A vigília na cozinha é um item que exige ainda mais o comprometimento do adulto. “Se a criança está dentro de casa e está tendo acesso a industrializados, guloseimas, tem um adulto culpado. Porque não é a criança que faz compras. Se tem conta na padaria da esquina ou se a criança está comprando por aplicativos, tem um adulto que está pagando e está deixando isso acontecer. Então ele tem que fazer uma mea-culpa e não deixar essas coisas entrarem dentro de casa”, ensina a médica. 

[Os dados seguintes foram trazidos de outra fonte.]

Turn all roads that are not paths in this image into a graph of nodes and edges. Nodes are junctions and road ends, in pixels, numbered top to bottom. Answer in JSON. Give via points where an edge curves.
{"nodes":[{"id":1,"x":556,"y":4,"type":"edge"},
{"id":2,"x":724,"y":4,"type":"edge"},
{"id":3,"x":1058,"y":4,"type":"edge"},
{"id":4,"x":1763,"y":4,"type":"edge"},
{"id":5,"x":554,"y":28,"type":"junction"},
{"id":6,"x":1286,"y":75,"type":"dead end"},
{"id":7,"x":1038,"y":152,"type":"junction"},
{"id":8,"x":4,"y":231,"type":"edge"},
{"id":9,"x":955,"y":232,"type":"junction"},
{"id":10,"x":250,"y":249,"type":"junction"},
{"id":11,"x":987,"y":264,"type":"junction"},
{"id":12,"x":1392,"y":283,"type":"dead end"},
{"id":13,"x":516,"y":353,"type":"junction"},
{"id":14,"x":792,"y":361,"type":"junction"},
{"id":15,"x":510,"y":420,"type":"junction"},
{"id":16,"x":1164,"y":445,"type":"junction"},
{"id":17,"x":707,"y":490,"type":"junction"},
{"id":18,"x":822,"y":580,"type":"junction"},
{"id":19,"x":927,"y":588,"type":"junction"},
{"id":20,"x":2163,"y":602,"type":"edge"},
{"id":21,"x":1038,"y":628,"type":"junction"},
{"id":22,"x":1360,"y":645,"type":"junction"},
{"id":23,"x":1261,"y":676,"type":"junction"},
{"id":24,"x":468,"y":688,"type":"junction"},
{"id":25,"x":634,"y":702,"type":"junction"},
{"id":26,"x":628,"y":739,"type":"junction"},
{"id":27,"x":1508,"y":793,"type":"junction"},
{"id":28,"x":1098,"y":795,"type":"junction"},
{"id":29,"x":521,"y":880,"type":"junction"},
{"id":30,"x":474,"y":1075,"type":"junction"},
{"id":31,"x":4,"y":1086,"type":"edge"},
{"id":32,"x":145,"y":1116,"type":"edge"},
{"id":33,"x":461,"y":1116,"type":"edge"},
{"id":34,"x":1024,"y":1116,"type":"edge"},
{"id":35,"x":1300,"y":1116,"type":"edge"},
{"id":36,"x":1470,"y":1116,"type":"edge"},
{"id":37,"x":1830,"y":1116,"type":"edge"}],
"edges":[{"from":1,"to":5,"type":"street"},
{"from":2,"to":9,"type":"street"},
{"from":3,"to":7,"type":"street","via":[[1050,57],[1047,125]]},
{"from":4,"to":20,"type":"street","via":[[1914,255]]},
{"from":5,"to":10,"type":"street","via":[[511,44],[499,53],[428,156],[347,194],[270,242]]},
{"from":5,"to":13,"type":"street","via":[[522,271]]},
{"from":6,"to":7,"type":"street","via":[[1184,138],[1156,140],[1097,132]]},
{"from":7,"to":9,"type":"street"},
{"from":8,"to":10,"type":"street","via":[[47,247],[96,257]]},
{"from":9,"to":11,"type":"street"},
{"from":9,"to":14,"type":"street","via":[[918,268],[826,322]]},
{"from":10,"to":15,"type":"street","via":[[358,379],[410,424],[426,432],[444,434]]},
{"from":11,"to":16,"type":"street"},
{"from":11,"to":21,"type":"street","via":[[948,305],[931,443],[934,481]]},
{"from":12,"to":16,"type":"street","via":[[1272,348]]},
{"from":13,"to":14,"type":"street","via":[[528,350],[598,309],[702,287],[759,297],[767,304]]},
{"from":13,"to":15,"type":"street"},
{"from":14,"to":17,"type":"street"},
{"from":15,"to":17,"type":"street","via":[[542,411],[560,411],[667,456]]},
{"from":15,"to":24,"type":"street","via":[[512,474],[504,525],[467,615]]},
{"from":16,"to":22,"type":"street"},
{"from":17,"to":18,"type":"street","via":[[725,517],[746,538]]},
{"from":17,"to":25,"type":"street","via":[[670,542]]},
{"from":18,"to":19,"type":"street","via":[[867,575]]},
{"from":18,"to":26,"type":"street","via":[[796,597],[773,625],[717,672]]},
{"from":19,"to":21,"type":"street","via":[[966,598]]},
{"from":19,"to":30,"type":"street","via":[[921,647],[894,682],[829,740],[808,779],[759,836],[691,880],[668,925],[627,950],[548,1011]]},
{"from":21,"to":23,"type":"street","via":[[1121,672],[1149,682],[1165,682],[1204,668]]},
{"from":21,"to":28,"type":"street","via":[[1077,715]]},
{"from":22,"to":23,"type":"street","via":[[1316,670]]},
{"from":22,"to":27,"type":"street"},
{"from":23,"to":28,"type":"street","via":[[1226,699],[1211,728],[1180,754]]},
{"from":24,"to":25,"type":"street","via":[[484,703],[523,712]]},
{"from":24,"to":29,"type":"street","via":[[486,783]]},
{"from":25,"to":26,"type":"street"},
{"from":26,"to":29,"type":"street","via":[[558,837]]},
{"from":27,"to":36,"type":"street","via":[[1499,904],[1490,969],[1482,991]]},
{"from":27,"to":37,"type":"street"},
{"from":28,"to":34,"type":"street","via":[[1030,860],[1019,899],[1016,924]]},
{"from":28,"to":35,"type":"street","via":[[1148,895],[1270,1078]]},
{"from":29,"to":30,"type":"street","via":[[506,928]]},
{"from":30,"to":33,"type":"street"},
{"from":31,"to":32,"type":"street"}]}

A nutricionista Victória Ramos faz coro com a médica e insiste no papel da família como agente fundamental no processo de emagrecimento da criança.  Ela acredita que é necessário fazer um trabalho educativo com toda a família e rede de convívio, que possibilite a criação de um ambiente favorável à adesão e manutenção de hábitos mais saudáveis e, ao mesmo tempo, agradáveis a essas crianças e adolescentes.

Victória explica a sua tese: “Levando em consideração que o ambiente é determinante é preciso ter por perto alimentos que favoreçam no processo de emagrecimento e, ao mesmo tempo, reduzir o acesso aos industrializados, alimentos processados, ricos em açúcares e carboidratos refinados. No dia-a-dia, podem ser trocados, por exemplo, refrigerante e sucos de caixinha por suco de frutas; pães e bolos açucarados por frutas e carboidratos integrais, salgadinhos de pacote e frituras por alimentos assados e receitas preparadas em casa. É importante que essa criança ou adolescente goste dessa nova rotina e não se sinta excluída, o que muitas vezes acontece durante o processo da perda de peso”, frisa.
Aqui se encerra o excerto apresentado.